## Assignment:
Find the lines of the material below that include the string "name", then copy each one.
===== Excerpted data
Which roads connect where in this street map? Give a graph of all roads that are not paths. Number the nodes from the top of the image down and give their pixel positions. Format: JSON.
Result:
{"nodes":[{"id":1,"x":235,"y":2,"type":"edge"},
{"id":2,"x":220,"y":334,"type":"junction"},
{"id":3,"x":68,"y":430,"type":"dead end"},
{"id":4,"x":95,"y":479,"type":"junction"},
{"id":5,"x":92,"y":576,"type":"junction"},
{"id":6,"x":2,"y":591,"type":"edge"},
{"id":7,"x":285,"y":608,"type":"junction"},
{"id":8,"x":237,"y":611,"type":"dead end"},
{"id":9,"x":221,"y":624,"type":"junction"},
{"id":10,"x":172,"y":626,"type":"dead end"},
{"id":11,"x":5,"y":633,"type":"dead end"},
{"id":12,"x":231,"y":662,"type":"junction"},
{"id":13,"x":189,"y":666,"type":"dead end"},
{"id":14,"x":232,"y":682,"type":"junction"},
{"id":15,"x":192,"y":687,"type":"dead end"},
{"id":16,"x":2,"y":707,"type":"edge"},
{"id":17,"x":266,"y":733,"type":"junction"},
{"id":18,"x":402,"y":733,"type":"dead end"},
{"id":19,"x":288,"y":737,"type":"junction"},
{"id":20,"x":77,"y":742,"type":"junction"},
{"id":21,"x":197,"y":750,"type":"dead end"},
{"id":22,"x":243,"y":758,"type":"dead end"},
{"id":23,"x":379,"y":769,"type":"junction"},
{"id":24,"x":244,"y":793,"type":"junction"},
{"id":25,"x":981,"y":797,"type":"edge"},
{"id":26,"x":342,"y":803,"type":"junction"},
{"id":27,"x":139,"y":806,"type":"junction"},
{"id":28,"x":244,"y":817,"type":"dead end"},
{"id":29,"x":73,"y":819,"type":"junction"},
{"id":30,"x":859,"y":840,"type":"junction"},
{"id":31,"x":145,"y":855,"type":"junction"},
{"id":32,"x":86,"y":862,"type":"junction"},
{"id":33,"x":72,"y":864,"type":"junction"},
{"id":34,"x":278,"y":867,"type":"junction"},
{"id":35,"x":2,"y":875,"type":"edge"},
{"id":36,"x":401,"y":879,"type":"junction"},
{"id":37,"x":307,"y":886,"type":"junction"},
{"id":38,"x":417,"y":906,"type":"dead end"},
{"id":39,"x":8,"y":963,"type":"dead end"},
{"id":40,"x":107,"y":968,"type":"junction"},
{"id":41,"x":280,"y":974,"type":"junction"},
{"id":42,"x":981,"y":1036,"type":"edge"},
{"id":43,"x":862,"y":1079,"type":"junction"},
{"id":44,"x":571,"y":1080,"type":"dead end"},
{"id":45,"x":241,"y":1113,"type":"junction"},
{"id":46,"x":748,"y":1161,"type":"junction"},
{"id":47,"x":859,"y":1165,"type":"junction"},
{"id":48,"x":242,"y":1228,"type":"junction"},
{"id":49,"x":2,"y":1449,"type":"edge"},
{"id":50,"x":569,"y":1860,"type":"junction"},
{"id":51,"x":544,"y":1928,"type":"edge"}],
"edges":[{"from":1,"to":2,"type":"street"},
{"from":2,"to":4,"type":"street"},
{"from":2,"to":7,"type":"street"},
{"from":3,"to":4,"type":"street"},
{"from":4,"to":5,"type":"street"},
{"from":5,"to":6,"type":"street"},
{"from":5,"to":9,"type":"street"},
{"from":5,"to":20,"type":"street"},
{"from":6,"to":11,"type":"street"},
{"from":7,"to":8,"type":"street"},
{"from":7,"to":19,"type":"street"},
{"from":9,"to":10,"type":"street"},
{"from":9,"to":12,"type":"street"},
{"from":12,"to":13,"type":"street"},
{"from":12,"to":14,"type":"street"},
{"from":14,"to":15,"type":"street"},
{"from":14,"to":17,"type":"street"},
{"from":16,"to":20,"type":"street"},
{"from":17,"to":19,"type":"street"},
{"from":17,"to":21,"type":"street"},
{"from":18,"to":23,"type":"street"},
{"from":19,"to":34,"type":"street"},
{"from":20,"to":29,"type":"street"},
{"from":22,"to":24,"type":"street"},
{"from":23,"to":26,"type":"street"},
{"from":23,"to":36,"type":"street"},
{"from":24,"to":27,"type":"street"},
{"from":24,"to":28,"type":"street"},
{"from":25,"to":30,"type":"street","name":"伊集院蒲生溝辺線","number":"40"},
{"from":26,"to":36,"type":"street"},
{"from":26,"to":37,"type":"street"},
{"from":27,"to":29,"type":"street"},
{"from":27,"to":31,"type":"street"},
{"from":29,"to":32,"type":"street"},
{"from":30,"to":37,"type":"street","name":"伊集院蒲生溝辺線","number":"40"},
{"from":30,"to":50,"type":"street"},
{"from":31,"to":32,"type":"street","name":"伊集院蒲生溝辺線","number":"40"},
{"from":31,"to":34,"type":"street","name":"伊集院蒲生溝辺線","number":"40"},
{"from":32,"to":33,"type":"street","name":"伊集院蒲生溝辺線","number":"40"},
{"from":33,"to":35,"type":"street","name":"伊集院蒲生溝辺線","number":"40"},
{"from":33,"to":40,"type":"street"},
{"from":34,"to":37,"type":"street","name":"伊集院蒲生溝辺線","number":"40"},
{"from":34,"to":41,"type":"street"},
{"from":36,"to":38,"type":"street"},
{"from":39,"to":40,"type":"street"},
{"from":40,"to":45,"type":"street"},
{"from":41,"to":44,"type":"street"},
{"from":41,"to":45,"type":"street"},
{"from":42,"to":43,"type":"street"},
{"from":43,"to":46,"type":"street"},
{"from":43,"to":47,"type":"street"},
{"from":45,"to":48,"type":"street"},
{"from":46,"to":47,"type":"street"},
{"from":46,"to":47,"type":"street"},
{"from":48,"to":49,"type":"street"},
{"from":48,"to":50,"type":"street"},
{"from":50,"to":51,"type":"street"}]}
==========
## Written response:
{"from":25,"to":30,"type":"street","name":"伊集院蒲生溝辺線","number":"40"},
{"from":30,"to":37,"type":"street","name":"伊集院蒲生溝辺線","number":"40"},
{"from":31,"to":32,"type":"street","name":"伊集院蒲生溝辺線","number":"40"},
{"from":31,"to":34,"type":"street","name":"伊集院蒲生溝辺線","number":"40"},
{"from":32,"to":33,"type":"street","name":"伊集院蒲生溝辺線","number":"40"},
{"from":33,"to":35,"type":"street","name":"伊集院蒲生溝辺線","number":"40"},
{"from":34,"to":37,"type":"street","name":"伊集院蒲生溝辺線","number":"40"},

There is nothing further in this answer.